Li, por curiosidade, de Lênio Luiz Streck, uma obra que são vários artigos abordando, como matéria de fundo, uma crítica ao decisionismo judicial, ao subjetivismo e ao ativismo judicial que já não permitem que se diga o direito é: ele é o que o juiz, segundo sua consciência, diga que ele é.

Disso decorre que os juízes, e não o Parlamento, numa espécie de loteria, estão ditando o direito. Como pensam diferente sobre o mesmo fato, o direito será definido a depender do juiz, em aviltamento ao princípio democrático e à isonomia, porque aquilo que é para um litigante pode não ser para o outro. Tudo depende (e isso gera insegurança jurídica).

Conforme o jurista antes referido, isso ocorre pela carência que temos de uma Teoria da Decisão que obrigue os juízes a decidir o direito por princípios e não pela finalidade, teleologia ou consequências.

Esses princípios estão todos democraticamente dispostos na Constituição, a orientar, em bases democráticas e jurídicas, toda a decisão, independente de suas consequências, doe a quem doer: hermenêutica constitucional.
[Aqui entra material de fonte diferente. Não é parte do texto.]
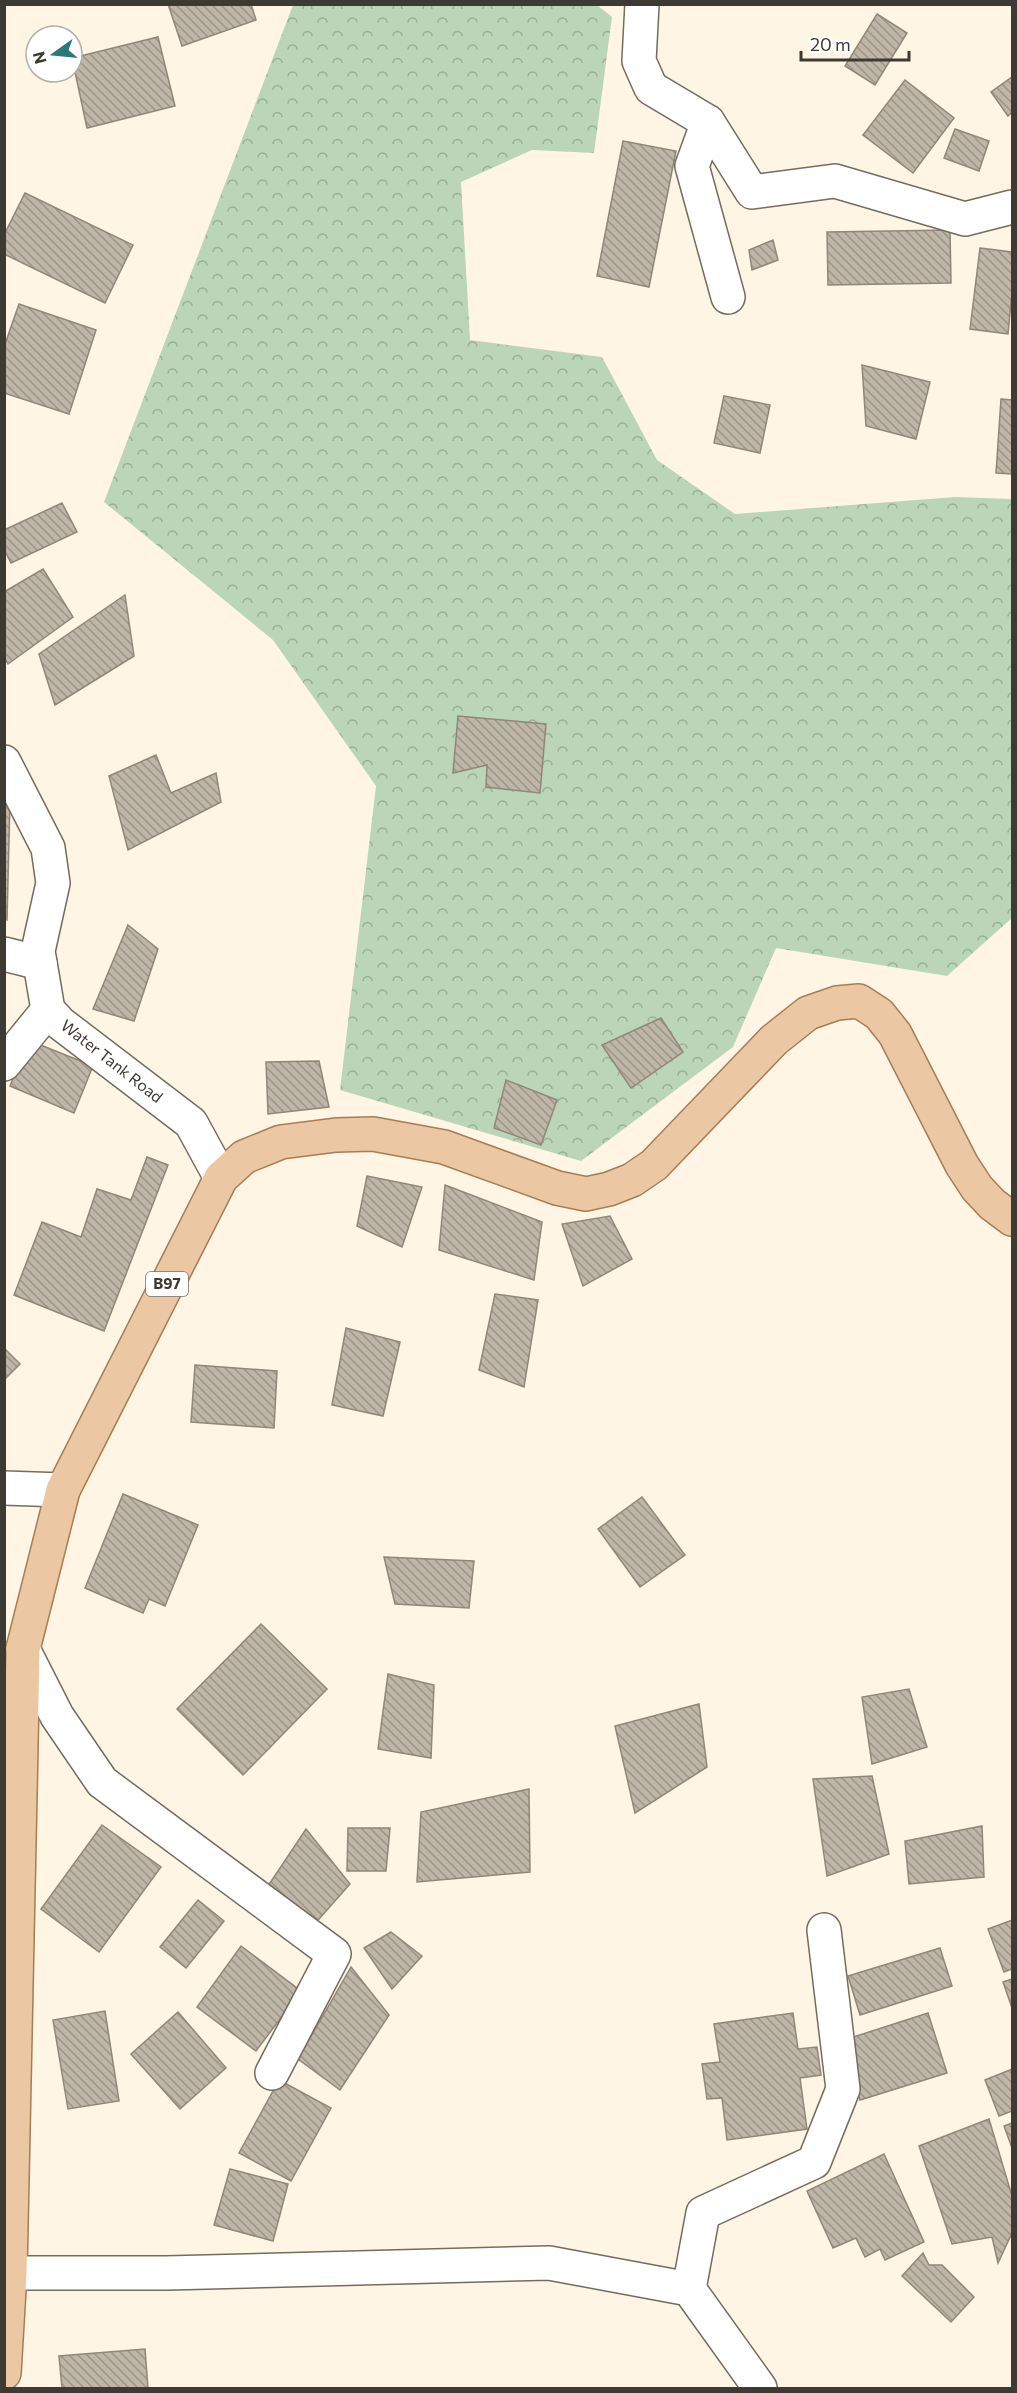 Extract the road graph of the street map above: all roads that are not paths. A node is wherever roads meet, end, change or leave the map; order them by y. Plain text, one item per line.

Interpretação ou é constitucional ou é gambiarra. Simples assim.

Concordo em quase tudo com a argumentação de base do autor. Ninguém mais suporta esse decisionismo que se estabeleceu no Direito brasileiro, onde a solução depende do livre convencimento do juiz, segundo sua consciência, conquanto a decisão seja fundamentada, que pode coincidir ou não com o direito.

O caminho apontado pelo autor é, efetivamente, uma boa solução para dar cabo nesse pandemônio em que se transformou a jurisdição nesse país, em que cada juiz pode decidir como quiser (livre convencimento motivado).

No que divirjo (se é que divirjo)? É que o autor confia demasiado na Constituição. Ele a diviniza, enquanto eu nem tanto, e explico.

Enquanto ele entende que a Constituição contém em si o Direito todo, eu sustento que não; que o Direito (do qual a justiça não pode se dissociar) a precede. Vem antes, sendo ele mesmo a fonte legitimadora da Constituição: não é qualquer coisa que, por consenso democrático, possa se transformar em direito constitucionalmente válido.

Além disso, tenho outro argumento para não divinizar a Constituição: eu, ao revés da crença da Revolução Francesa, não tenho tamanha confiança no Parlamento, devido às forças reais de poder (parafraseando Ferdinand Lassalle in “A Essência da Constituição”) que nela operam desde o início).

Basta olhar para a nossa Constituição Democrática de 1988 e observar o número de Emendas Constitucionais que ela já sofreu. Temos uma colcha de retalhos. Demais disso, é assustadora a rapidez com que o “Poder Democrático” a emenda. Quando há vontade política, é para já que se reúnem e o fazem.

Sinceramente, tenho que nenhum uma pessoa, nem um grupo delas ou mesmo sua totalidade, pode transformar em justo ou direito válido o que não é.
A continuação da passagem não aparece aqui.